‘The Art of Grief and What Follows’ at OCJAC Explores Grief Through Abstract Paintings
Philadelphia-based artist Tremain Smith wasn’t sure what to expect when Rabbi Zalman Wircberg, director of the Old City Jewish Arts Center (OCJAC), visited her studio to look at her art, but was still surprised when he asked to see her grief paintings, which she had created after her mother’s death several years before.
“They were not something that I had thought that anyone else would particularly be interested in,” said Smith, who isn’t Jewish. “I had put them on my website, just to let people know that I hadn’t disappeared because I had really left my life for a period of time, both my studio and my career and my teaching, and moved in with Mom. That’s what he was interested in.”
“The Art of Grief and What Follows” opened at OCJAC on May 3 and runs through June 1. In addition to Smith’s paintings, the exhibit includes her poetry, as well as an interactive element where viewers can write their thoughts or feelings and attach their notes to a cord strung up throughout the exhibit.
OCJAC will host several events throughout May in conjunction with the exhibit. These include an art and writing workshop led by Smith on May 19 from 2-4 p.m., and a closing reception and poetry reading on May 29 from 6-8 p.m.
Smith said she first saw her grief paintings as a “means for processing my grief and not as producing artwork. That’s how I saw them at the time,” Smith said. “Of course, my paintings are all about my own internal landscapes. I move very intuitively. All the paintings come from within me, but these were particularly raw. I had not seen them as something other people might be drawn towards, though of course, they do speak to feelings that so many people share of loss and sadness and how to cope with that.”
In 2015, Smith moved to Maine from Philadelphia to care for her mother. Six months later, her mother died, and Smith used painting and poetry as a means to process her grief.
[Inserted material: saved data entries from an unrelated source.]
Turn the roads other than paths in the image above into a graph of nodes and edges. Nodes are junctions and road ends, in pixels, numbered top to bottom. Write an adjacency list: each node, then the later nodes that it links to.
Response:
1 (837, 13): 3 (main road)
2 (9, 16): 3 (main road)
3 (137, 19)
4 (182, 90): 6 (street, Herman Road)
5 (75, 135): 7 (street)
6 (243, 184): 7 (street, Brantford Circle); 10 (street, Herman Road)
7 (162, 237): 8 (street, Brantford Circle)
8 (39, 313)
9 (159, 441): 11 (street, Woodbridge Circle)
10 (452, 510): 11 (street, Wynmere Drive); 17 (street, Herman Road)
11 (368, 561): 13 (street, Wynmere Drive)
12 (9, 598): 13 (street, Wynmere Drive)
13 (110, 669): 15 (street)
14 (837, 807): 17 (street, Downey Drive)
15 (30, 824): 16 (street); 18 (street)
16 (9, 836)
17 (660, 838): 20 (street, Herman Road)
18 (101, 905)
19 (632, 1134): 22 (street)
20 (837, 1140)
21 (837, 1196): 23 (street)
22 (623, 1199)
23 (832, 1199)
“In her home afterward, I remember knowing that all I had to do was sit there and breathe,” Smith said. “The next thing I did was go buy art supplies and start to do these grief paintings, which are up in this exhibit right now. That was the immediate thing I did after my mom died, as an automatic response.”
As an abstract artist, Smith approaches paintings intuitively. The grief paintings have an aesthetic distinction from her other works — infinity symbols.
“What emerged as I started painting these grief paintings was the figure eight, the infinity symbol,” Smith said. “They’re over and over in these grief paintings. They drip, and they’re on top of each other, and they’re all different colors. That came about because my mother had always said to me, ‘When things get rough, make the infinity symbol to balance the energy.’”
After Smith and Wircberg selected the exhibit dates, Wircberg noticed something remarkable: The exhibit overlapped with the one-year anniversary of his mother’s death.
For Wircberg, who had only looked up Smith and visited her studio after a visitor to OCJAC mentioned her name, the overlap seemed particularly meaningful.
“It actually hit me very hard,” Wircberg said. “Like, whoa, how could it commemorate [my mother’s death] to the Philadelphia community and to the center. It just doesn’t make sense that somebody randomly walked in, I followed up, looked her up and then she went through an interesting process and she never really showed her full body of this work and what follows.”
Though Smith has had many exhibitions of her works, and has several pieces on permanent collection at the Metropolitan Museum of Art in New York, her “Art of Grief” paintings have been shown only once before — as part of Penn Medicine Hospice’s booth at the Chestnut Hill Fall for the Arts Festival. The OCJAC exhibit is the most comprehensive showing of these paintings yet.
As Smith continued to process her mother’s death, her works eventually transformed into pieces Smith describes as “very free, very abstract but they’re not as immediate.”
The exhibit includes these, which Wircberg said is an important message about how Judaism sees the mourning process as eventually ending.
The exhibit timing is also meaningful for its place in the Jewish calendar, Wircberg said, as the period between Passover and Lag b’Omer is a time of mourning.
For Wircberg and Smith, the loss of their mothers and these paintings serve as a way to connect them.
“They’re so many people hurting, and there’s no way to run from this type of grief,” Wircberg said. “One way or the other, unfortunately, it’s just a fact of life, and everybody has to grieve in one way through death or through other experiences. How do you process it? Here, at the art center, we’re going to explore that with a Jewish twist.”